#### Items listed in a dataset:
━━━━━━━━━━━━━━━━━━━━━━━━━━━━━━

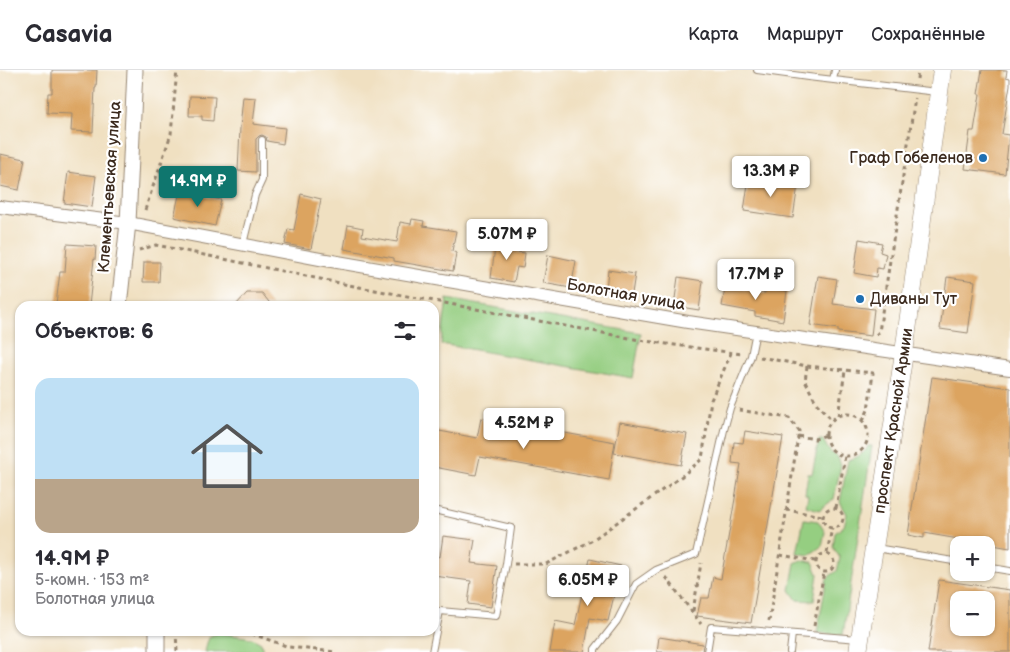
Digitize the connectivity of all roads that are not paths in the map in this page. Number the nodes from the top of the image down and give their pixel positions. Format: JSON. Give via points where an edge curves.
{"nodes":[{"id":1,"x":134,"y":70,"type":"edge"},
{"id":2,"x":757,"y":70,"type":"edge"},
{"id":3,"x":834,"y":70,"type":"edge"},
{"id":4,"x":942,"y":70,"type":"edge"},
{"id":5,"x":808,"y":74,"type":"edge"},
{"id":6,"x":834,"y":80,"type":"junction"},
{"id":7,"x":938,"y":92,"type":"junction"},
{"id":8,"x":262,"y":140,"type":"dead end"},
{"id":9,"x":0,"y":207,"type":"edge"},
{"id":10,"x":128,"y":223,"type":"junction"},
{"id":11,"x":243,"y":244,"type":"junction"},
{"id":12,"x":120,"y":301,"type":"edge"},
{"id":13,"x":756,"y":331,"type":"junction"},
{"id":14,"x":904,"y":353,"type":"junction"},
{"id":15,"x":1010,"y":368,"type":"edge"},
{"id":16,"x":439,"y":511,"type":"edge"},
{"id":17,"x":874,"y":548,"type":"junction"},
{"id":18,"x":950,"y":561,"type":"edge"},
{"id":19,"x":995,"y":568,"type":"edge"},
{"id":20,"x":1010,"y":571,"type":"edge"},
{"id":21,"x":439,"y":616,"type":"edge"},
{"id":22,"x":792,"y":634,"type":"junction"},
{"id":23,"x":157,"y":636,"type":"edge"},
{"id":24,"x":435,"y":636,"type":"edge"},
{"id":25,"x":859,"y":646,"type":"edge"},
{"id":26,"x":157,"y":652,"type":"edge"},
{"id":27,"x":432,"y":652,"type":"edge"},
{"id":28,"x":595,"y":652,"type":"edge"},
{"id":29,"x":707,"y":652,"type":"edge"},
{"id":30,"x":790,"y":652,"type":"edge"}],
"edges":[{"from":1,"to":10,"type":"street","name":"Клементьевская улица"},
{"from":2,"to":5,"type":"lane"},
{"from":3,"to":6,"type":"lane"},
{"from":4,"to":7,"type":"main road","name":"проспект Красной Армии"},
{"from":5,"to":6,"type":"lane"},
{"from":6,"to":7,"type":"lane"},
{"from":7,"to":14,"type":"main road","name":"проспект Красной Армии"},
{"from":8,"to":11,"type":"lane","via":[[262,180]]},
{"from":9,"to":10,"type":"street","name":"Болотная улица"},
{"from":10,"to":11,"type":"street","name":"Болотная улица"},
{"from":10,"to":12,"type":"street","name":"Клементьевская улица"},
{"from":11,"to":13,"type":"street","name":"Болотная улица"},
{"from":13,"to":14,"type":"street","name":"Болотная улица"},
{"from":13,"to":28,"type":"lane","via":[[751,356],[724,430],[696,554],[660,568],[636,584],[618,622]]},
{"from":14,"to":15,"type":"street","name":"Болотная улица"},
{"from":14,"to":17,"type":"main road","name":"проспект Красной Армии"},
{"from":16,"to":21,"type":"lane","via":[[511,528],[496,616],[440,611]]},
{"from":17,"to":18,"type":"lane"},
{"from":17,"to":25,"type":"main road","name":"проспект Красной Армии"},
{"from":19,"to":20,"type":"lane"},
{"from":22,"to":25,"type":"lane","via":[[812,635]]},
{"from":22,"to":29,"type":"lane","via":[[710,627]]},
{"from":22,"to":30,"type":"lane"},
{"from":23,"to":26,"type":"street"},
{"from":24,"to":27,"type":"lane"}]}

━━━━━━━━━━━━━━━━━━━━━━━━━━━━━━

#### REQUIRED WORK:
Scan the records above for the word "Болотная". Copy each line that has it.

#### RESPONSE TO THIS EXERCISE:
{"from":9,"to":10,"type":"street","name":"Болотная улица"},
{"from":10,"to":11,"type":"street","name":"Болотная улица"},
{"from":11,"to":13,"type":"street","name":"Болотная улица"},
{"from":13,"to":14,"type":"street","name":"Болотная улица"},
{"from":14,"to":15,"type":"street","name":"Болотная улица"},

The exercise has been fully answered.